Some, but not all, individuals with stage I and II breast cancer receive systemic therapy, which includes chemotherapy, immunotherapy and targeted therapies. Systemic therapy generally isn’t used for stage 0 breast cancer, though hormone receptor-positive cases may receive hormone therapy.
The exact treatment plan depends on several factors, including:
- Hormone receptor status: Individuals with hormone receptor-positive cancer may receive hormone therapy after surgery, such as tamoxifen or aromatase inhibitors.
- Tumor size: If the original tumor was large or rapidly growing, chemotherapy may be administered after surgery.
- Human epidermal growth factor receptor 2 (HER2) status: Patients with HER2-positive breast cancer may receive chemotherapy and trastuzumab both before and after surgery. Some may also receive pertuzumab.
- Having triple-negative breast cancer: Pembrolizumab, a type of immunotherapy, is often given to people with triple-negative breast cancer before or after surgery. These patients may also need chemotherapy.
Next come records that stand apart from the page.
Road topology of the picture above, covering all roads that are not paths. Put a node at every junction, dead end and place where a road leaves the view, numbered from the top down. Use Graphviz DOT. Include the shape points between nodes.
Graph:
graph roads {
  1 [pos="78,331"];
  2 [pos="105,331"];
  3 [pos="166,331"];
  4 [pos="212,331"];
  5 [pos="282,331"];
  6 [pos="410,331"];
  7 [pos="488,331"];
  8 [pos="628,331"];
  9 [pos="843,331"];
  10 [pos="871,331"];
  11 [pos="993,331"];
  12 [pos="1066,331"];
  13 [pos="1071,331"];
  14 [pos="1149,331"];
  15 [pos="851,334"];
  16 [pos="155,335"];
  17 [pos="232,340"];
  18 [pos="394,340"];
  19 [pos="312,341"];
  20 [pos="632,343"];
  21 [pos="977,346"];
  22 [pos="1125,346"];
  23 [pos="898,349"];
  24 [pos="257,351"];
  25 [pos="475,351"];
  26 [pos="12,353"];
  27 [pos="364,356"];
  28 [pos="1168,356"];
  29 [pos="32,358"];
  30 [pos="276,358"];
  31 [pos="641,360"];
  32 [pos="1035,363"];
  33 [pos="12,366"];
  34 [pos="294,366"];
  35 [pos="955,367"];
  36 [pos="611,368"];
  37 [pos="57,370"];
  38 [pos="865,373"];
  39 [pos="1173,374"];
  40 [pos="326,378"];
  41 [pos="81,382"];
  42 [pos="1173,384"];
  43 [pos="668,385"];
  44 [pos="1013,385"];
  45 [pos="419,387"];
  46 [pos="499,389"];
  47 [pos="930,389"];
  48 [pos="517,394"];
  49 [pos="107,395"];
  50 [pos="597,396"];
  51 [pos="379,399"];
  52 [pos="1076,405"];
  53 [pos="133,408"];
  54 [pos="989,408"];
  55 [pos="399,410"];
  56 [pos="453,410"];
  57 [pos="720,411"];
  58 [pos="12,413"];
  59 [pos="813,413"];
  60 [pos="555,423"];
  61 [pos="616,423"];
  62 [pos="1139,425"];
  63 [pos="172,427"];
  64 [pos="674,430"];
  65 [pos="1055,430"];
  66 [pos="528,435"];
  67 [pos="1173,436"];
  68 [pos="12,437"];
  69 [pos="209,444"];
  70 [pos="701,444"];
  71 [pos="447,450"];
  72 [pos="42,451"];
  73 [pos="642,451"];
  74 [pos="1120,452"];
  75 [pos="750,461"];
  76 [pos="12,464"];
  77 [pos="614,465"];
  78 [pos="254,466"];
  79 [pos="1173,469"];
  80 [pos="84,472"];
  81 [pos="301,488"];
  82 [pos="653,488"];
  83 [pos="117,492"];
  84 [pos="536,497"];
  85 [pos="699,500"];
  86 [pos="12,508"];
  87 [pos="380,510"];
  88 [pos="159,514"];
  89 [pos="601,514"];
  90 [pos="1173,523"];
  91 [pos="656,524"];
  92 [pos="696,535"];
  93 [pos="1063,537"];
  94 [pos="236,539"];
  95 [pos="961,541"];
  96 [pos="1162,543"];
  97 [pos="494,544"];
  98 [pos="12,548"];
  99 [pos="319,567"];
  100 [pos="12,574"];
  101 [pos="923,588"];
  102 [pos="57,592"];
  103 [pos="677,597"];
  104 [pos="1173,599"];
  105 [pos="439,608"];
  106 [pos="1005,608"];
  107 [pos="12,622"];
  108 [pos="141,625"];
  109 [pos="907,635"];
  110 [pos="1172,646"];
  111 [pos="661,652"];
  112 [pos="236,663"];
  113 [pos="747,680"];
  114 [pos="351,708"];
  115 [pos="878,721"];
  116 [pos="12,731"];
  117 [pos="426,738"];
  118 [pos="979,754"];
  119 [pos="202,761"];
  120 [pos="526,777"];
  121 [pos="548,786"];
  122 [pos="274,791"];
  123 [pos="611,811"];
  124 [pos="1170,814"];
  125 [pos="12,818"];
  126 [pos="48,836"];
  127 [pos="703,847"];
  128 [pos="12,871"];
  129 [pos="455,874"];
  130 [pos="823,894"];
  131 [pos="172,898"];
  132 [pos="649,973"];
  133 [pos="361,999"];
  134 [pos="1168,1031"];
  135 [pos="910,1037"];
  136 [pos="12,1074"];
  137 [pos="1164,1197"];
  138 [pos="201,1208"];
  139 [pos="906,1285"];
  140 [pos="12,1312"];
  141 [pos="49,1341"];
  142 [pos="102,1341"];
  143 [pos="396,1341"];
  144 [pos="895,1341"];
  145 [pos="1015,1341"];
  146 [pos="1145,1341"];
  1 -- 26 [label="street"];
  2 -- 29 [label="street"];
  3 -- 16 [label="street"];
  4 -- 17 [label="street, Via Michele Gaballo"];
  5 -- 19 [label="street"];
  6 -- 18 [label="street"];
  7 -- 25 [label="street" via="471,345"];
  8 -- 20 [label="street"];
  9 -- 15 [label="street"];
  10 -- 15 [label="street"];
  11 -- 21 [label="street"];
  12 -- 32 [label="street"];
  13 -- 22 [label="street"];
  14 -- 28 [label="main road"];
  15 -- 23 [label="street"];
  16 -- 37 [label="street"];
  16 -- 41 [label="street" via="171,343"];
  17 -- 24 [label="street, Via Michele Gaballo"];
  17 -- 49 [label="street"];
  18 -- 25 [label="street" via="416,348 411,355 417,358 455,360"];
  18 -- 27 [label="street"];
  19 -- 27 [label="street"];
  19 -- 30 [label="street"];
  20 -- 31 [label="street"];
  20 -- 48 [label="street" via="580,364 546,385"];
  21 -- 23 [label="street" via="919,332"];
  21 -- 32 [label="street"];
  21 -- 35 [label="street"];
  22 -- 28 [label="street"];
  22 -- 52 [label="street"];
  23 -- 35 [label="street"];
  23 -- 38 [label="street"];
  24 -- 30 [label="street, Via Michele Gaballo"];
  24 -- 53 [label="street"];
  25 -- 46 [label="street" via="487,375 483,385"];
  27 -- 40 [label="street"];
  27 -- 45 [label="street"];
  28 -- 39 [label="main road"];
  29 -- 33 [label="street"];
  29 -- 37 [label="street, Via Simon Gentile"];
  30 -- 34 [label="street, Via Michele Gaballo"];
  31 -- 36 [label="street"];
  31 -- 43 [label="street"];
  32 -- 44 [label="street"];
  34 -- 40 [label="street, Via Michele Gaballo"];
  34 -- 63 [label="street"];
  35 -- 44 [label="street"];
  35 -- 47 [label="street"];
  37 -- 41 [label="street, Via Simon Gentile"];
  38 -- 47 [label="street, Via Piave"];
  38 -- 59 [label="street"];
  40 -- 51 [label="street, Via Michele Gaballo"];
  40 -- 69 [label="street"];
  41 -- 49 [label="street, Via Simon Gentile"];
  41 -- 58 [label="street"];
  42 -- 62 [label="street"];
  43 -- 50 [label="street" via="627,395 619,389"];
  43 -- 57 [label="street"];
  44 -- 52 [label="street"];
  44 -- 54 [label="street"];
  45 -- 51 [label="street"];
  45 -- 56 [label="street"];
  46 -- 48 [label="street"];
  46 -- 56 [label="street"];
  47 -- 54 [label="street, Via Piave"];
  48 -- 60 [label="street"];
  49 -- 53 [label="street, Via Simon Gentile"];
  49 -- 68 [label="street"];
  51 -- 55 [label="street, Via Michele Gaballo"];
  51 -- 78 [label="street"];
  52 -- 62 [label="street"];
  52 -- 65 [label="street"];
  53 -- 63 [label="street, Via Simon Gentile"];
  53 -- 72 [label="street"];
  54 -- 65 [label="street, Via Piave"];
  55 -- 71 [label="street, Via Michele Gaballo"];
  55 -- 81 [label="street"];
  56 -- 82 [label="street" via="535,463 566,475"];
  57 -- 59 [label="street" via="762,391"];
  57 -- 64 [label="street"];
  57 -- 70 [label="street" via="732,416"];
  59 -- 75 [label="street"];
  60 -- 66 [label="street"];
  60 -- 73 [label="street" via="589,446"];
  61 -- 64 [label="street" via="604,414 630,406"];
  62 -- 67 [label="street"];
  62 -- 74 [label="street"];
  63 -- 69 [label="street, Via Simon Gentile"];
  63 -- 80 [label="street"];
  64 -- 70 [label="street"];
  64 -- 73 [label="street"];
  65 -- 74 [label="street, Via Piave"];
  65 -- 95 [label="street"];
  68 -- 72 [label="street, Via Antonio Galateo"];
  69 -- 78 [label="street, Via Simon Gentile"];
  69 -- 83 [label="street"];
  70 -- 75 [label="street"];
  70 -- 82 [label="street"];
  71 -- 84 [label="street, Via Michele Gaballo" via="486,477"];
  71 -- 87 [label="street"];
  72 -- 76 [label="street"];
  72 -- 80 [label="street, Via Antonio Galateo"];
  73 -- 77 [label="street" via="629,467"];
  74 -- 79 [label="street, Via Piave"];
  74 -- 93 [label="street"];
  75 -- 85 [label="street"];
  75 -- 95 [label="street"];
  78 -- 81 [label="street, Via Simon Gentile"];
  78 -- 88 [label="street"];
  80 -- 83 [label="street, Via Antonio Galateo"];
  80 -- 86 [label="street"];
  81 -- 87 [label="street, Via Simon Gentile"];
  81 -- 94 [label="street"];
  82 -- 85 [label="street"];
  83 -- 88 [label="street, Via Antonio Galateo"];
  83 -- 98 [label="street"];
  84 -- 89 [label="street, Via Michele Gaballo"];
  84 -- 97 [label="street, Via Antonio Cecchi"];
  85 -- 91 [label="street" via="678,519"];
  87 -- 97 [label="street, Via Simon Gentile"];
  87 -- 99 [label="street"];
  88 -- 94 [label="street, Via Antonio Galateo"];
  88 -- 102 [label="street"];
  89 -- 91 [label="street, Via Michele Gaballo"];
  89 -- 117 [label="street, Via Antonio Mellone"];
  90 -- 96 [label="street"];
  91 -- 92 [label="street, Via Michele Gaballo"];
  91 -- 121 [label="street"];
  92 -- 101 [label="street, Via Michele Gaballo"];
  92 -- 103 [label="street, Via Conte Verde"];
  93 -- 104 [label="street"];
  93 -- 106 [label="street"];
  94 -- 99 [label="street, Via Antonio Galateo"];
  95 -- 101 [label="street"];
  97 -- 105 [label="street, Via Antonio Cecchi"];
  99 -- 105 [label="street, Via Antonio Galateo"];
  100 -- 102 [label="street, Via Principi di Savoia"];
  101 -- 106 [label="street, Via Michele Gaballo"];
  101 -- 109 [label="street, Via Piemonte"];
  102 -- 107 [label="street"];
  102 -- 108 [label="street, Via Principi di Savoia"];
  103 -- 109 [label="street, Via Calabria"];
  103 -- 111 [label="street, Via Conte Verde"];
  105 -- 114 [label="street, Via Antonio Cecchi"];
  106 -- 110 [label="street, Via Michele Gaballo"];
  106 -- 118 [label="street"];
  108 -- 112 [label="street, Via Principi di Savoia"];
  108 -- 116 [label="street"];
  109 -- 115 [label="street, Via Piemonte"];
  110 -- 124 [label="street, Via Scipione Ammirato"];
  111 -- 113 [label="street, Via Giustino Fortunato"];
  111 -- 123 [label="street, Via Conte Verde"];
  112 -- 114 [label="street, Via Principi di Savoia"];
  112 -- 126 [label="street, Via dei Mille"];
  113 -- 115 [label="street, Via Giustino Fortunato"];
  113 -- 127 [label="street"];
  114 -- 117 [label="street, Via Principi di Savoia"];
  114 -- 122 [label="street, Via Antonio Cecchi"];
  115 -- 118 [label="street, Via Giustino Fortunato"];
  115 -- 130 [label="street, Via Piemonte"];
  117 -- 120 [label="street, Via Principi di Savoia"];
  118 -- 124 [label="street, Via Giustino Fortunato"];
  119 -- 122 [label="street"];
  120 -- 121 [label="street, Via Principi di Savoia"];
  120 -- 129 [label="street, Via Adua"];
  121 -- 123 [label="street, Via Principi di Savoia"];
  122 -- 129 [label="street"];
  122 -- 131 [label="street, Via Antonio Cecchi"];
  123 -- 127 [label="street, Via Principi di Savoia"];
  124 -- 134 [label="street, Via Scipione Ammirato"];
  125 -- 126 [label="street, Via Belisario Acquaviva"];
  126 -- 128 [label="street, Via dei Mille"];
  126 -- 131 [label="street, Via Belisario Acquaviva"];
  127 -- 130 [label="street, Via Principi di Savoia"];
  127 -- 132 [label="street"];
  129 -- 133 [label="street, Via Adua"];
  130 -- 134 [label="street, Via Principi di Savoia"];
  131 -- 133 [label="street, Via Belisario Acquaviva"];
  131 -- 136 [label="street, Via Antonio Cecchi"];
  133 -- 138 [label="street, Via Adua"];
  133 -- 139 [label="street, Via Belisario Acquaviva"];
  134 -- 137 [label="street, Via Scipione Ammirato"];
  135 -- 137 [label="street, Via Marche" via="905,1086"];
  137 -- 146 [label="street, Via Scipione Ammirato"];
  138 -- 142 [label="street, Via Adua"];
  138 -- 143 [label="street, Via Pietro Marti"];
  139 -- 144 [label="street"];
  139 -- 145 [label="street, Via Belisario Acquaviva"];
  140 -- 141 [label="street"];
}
- BRCA mutation status: Those who test positive for BRCA mutations and have hormone receptor-positive, HER2-negative cancer might receive olaparib, a targeted drug, after surgery.
Stages IIB and III breast cancer
Oftentimes, treatment of stages IIB and III breast cancer begins with systemic therapy, known as neoadjuvant therapy. The purpose of this method is to help shrink large tumors before proceeding with surgery, increasing the chances of successful surgery and improved survival.
Sometimes, patients with later stage II or stage III breast cancer might receive surgery first in the form of mastectomy, which is followed by systemic therapies. In either case, many patients will undergo radiation after surgery.
Metastatic breast cancer
The main goal of treatment for metastatic breast cancer is to slow the spread of cancer throughout the body. As such, treatment generally begins with systemic therapy.
Patients with hormone receptor-positive metastatic breast cancer often receive hormone therapies, which can also be combined with CDK4/6 inhibitors. Individuals with hormone receptor-negative cancer may receive chemotherapy.
For people with HER2-positive metastatic cancer, treatment may begin with chemotherapy in combination with HER2-targeting drugs like trastuzumab or pertuzumab.
Immunotherapy and chemotherapy may be prescribed for metastatic triple-negative breast cancer.
Occasionally, surgery and radiation may be recommended to patients with metastatic breast cancer to help alleviate symptoms or address complications.